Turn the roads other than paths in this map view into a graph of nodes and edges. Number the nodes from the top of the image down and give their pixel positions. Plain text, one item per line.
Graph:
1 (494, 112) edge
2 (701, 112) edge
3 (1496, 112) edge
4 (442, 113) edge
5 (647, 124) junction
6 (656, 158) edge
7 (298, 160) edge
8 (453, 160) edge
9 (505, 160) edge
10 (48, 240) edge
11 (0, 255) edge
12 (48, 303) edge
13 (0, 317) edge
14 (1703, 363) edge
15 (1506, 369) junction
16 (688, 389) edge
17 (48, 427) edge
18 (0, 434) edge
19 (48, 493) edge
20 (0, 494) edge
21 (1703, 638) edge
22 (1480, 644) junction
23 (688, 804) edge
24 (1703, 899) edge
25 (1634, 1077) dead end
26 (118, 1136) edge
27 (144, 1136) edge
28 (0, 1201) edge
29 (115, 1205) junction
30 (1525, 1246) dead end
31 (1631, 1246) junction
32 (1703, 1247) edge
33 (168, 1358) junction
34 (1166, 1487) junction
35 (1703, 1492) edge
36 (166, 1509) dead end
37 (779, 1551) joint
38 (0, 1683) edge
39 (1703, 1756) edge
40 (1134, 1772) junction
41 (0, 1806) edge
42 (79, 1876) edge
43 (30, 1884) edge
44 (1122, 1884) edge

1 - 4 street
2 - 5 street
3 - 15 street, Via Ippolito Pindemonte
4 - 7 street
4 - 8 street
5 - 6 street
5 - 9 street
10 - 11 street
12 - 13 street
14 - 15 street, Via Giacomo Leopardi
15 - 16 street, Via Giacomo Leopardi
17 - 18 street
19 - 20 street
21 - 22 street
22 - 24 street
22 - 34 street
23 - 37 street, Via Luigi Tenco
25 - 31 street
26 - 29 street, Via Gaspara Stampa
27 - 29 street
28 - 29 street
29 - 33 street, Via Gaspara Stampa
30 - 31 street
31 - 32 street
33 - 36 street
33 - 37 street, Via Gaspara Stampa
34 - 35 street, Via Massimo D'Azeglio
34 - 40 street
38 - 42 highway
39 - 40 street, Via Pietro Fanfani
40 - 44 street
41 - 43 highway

══════════

WORK TO COMPLETE »
Print all of the entries again, exactly as written.

REPLY TO THE TASK »
Turn the roads other than paths in this map view into a graph of nodes and edges. Number the nodes from the top of the image down and give their pixel positions. Plain text, one item per line.
Graph:
1 (494, 112) edge
2 (701, 112) edge
3 (1496, 112) edge
4 (442, 113) edge
5 (647, 124) junction
6 (656, 158) edge
7 (298, 160) edge
8 (453, 160) edge
9 (505, 160) edge
10 (48, 240) edge
11 (0, 255) edge
12 (48, 303) edge
13 (0, 317) edge
14 (1703, 363) edge
15 (1506, 369) junction
16 (688, 389) edge
17 (48, 427) edge
18 (0, 434) edge
19 (48, 493) edge
20 (0, 494) edge
21 (1703, 638) edge
22 (1480, 644) junction
23 (688, 804) edge
24 (1703, 899) edge
25 (1634, 1077) dead end
26 (118, 1136) edge
27 (144, 1136) edge
28 (0, 1201) edge
29 (115, 1205) junction
30 (1525, 1246) dead end
31 (1631, 1246) junction
32 (1703, 1247) edge
33 (168, 1358) junction
34 (1166, 1487) junction
35 (1703, 1492) edge
36 (166, 1509) dead end
37 (779, 1551) joint
38 (0, 1683) edge
39 (1703, 1756) edge
40 (1134, 1772) junction
41 (0, 1806) edge
42 (79, 1876) edge
43 (30, 1884) edge
44 (1122, 1884) edge

1 - 4 street
2 - 5 street
3 - 15 street, Via Ippolito Pindemonte
4 - 7 street
4 - 8 street
5 - 6 street
5 - 9 street
10 - 11 street
12 - 13 street
14 - 15 street, Via Giacomo Leopardi
15 - 16 street, Via Giacomo Leopardi
17 - 18 street
19 - 20 street
21 - 22 street
22 - 24 street
22 - 34 street
23 - 37 street, Via Luigi Tenco
25 - 31 street
26 - 29 street, Via Gaspara Stampa
27 - 29 street
28 - 29 street
29 - 33 street, Via Gaspara Stampa
30 - 31 street
31 - 32 street
33 - 36 street
33 - 37 street, Via Gaspara Stampa
34 - 35 street, Via Massimo D'Azeglio
34 - 40 street
38 - 42 highway
39 - 40 street, Via Pietro Fanfani
40 - 44 street
41 - 43 highway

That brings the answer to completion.